There is a quote attributed to Albert Einstein where he said something like if you can't explain something simply then you don't know it well enough. Peter Lynch says something similar in saying that you should be able to explain your rationale for buying a stock to a child. I am not asserting that the authors of the articles in question don't know their subject and I would say it depends on the child but there is an argument for keeping things simple. This is especially true for do-it-yourselfers that do not want to spend 80 hours a week watching the markets.

Investing can be a complicated or simple as you want to make it. The Portable Alpha article is almost 4400 words--true white papers are even longer than that. One of the building blocks of the strategy chronicled on this site is the effort to keep things simple. Simple is one of the reasons why I think top down portfolio construction is the way to go. It starts simply with whether the market is healthy or not. From there it flows toward assessing countries, sectors, themes and where the stock market and economic cycles are. There is work involved with this but there is nothing white-paper complicated about realizing the economy is slowing down or that the price of some commodity just skyrocketed. I think making decisions based on these sorts of on the ground indicators is much simpler than what is spelled out in both articles.

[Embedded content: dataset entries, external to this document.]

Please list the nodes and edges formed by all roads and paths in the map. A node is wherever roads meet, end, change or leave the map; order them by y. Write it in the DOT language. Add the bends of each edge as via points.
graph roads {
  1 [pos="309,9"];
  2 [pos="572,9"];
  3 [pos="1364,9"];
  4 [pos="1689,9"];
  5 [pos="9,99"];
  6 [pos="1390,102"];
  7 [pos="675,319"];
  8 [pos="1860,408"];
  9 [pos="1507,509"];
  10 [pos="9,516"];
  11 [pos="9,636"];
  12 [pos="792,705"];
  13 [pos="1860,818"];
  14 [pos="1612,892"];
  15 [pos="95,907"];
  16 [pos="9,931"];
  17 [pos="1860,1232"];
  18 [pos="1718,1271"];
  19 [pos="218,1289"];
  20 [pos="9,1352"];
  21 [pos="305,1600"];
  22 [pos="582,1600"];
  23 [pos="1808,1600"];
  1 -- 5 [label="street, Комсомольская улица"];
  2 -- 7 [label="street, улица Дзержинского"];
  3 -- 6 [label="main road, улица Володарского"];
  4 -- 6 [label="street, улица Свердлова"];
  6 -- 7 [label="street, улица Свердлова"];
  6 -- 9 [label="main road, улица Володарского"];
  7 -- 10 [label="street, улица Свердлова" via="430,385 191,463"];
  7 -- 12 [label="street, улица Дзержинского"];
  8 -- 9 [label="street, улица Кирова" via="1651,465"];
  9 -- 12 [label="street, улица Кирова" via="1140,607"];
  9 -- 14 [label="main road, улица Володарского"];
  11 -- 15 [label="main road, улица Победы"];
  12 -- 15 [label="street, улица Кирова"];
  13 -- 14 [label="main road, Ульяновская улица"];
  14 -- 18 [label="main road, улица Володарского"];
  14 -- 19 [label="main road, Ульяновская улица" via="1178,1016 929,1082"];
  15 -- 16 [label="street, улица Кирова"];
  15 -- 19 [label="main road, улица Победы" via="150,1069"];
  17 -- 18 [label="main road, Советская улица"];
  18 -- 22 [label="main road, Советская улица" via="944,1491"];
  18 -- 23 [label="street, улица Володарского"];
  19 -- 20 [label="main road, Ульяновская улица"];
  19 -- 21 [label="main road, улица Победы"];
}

I talk about building portfolios at the sector level. I think this is simple other folks have weighed in via the comments that it is not simple. You can decide for yourself but there are some pretty reliable fundamental indicators that stand up in cycle after cycle about what to overweight when or what to underweight and when.

The way I look at things, the financial sector warned of trouble years before things actually started to melt down, first when financials grew to 20% of the S&P 500 and then when the yield curve first inverted in early 2006. There was an avalanche of commentary saying that the inversion didn't matter because it was being caused buy Chinese buying. The simpler answer turned out to be correct.

Anyone wanting to stop at that point and not convert these things into a portfolio of individual stocks can capture a lot of speciality via ETFs or other exchange traded products. Recently iShares has listed two very interesting funds; the Emerging Markets Infrastructure Fund (EMIF) and the Peru ETF (EPU). A few weeks ago Market Vectors listed a Small Cap Brazil Fund (BRF) and a while back Claymore launched a Small Cap China Fund (HAO). I don't use any of those funds for now but I am especially intrigued by those first two for future use.

The industrial sector currently makes up about 10% of the S&P 500. If you were using stocks to build the sector you might have a defense stock, a water equipment company and some sort of big cap conglomerate. All three have multiple ETF choices to pick from. In addition to those subsectors there are also multiple choices nuclear, alternative energy (both of those are more industrial than energy) and some of the infrastructure ETFs are heavy in industrial stocks. These industrial subsectors and themes are far from obscure.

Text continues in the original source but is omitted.